Austin Group Defect Tracker

Aardvark Mark IV


Viewing Issue Simple Details Jump to Notes ] Issue History ] Print ]
ID Category Severity Type Date Submitted Last Update
0001273 [1003.1(2016/18)/Issue7+TC2] System Interfaces Objection Error 2019-07-27 10:49 2023-10-10 09:10
Reporter stephane View Status public  
Assigned To
Priority normal Resolution Accepted As Marked  
Status Applied  
Name Stephane Chazelas
Organization
User Reference
Section glob()
Page Number 1109, 1110 (in 2018 edition)
Line Number 35742, 35768
Interp Status Approved
Final Accepted Text Note: 0006426
Summary 0001273: glob()'s GLOB_ERR/errfunc and non-directory files
Description In the XSH glob() specification,

For GLOB_ERR, the spec says:

> Cause glob() to return when it encounters a directory that it
> cannot open or read. Ordinarily, glob() continues to find
> matches.

(Note: it's not clear what "Ordinarily" means here. When errfunc
is set and returns non-zero, glob() doesn't continue, is it
ordinary?).

For errfunc:

> If, during the search, a directory is encountered that cannot
> be opened or read and errfunc is not a null pointer, glob()
> calls (*errfunc()) with two arguments.
[...]
>  2. The eerrno argument is the value of errno from the
> failure, as set by opendir(), readdir(), or stat().
> (Other values may be used to report other errors not
> explicitly documented for those functions.)

(Note: does that mean glob() has to call those 3 functions (as
opposed to open(O_DIRECTORY)/getdents() or any other API)? Why
stat(), shouldn't that be lstat()?)

First (and that's still not the case I'm making here), it's not
obvious what /directories/ glob() will try to open.
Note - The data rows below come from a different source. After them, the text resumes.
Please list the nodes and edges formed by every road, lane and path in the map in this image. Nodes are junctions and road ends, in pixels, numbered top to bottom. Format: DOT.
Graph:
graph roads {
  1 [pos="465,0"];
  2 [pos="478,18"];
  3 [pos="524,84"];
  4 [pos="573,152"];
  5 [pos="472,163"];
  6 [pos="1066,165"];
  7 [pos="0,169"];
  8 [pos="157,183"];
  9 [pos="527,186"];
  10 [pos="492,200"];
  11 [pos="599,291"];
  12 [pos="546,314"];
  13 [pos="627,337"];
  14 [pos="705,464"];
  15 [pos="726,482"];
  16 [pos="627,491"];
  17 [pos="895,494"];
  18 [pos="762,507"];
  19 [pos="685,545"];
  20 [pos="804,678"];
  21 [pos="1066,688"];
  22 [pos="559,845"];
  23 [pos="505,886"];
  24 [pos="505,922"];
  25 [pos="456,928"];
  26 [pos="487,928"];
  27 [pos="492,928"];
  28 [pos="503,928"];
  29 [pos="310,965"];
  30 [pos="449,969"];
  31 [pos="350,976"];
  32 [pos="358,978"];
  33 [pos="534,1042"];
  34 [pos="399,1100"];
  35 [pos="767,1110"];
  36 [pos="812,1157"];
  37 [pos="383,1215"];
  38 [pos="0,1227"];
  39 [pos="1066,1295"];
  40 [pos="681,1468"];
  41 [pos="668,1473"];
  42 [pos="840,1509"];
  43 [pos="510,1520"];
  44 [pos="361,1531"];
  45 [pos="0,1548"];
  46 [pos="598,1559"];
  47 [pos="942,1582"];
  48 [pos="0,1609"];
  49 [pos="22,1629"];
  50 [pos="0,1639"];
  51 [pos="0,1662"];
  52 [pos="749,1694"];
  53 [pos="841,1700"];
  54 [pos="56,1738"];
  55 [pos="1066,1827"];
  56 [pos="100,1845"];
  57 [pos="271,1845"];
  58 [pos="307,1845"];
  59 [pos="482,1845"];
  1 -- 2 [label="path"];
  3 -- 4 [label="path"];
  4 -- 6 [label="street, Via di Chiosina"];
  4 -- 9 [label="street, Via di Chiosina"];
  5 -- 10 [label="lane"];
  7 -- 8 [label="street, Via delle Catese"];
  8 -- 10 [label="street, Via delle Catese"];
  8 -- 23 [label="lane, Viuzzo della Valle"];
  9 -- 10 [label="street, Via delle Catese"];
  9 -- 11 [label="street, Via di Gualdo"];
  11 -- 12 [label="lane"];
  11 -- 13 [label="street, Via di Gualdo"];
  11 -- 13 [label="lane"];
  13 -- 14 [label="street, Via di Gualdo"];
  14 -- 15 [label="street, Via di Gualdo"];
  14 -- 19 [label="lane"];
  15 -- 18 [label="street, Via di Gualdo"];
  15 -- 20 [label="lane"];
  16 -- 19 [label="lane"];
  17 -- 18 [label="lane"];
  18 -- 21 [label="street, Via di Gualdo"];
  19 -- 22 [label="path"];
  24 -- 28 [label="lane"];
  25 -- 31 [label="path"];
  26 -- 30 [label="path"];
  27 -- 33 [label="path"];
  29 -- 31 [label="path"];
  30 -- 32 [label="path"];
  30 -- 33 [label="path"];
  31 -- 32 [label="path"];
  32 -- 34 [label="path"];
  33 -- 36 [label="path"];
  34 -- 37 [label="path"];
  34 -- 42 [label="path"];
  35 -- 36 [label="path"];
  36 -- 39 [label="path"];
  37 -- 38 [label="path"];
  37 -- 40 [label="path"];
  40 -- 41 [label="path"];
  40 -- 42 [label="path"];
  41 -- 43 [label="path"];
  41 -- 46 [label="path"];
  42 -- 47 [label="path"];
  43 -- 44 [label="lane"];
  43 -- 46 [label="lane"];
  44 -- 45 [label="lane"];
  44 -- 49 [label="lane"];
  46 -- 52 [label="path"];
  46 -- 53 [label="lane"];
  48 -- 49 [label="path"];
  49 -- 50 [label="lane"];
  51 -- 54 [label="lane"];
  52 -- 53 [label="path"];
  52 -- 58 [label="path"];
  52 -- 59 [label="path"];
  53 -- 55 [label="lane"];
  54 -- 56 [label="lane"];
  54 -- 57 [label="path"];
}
It can be somewhat inferred from the spec, as the pathname
expansion specification refers to directories that must be
readable (which implies they are going to be read) and some that
only need to be searchable (implying they're not going to be
read).

But maybe the spec should be more explicit, as it's not obvious
for instance that in */*.c the current directory and all the
subdirs are going to be read, while in */foo.c, only the
current directory is read (and all subdirs/foo.c lstat()ed), so
if there's a non-readable subdir, only the former will fail (or
cause errfunc to be invoked).

Now, to get to the point, the spec refers to "directories" that
can't be opened.

What about a /etc/passwd/*.c glob. /etc/passwd is not a
directory, opendir("/etc/passwd") if called would fail with
ENOTDIR, does that mean glob() should not call opendir() here or
that it should ignore opendir()'s error when errno is ENOTDIR?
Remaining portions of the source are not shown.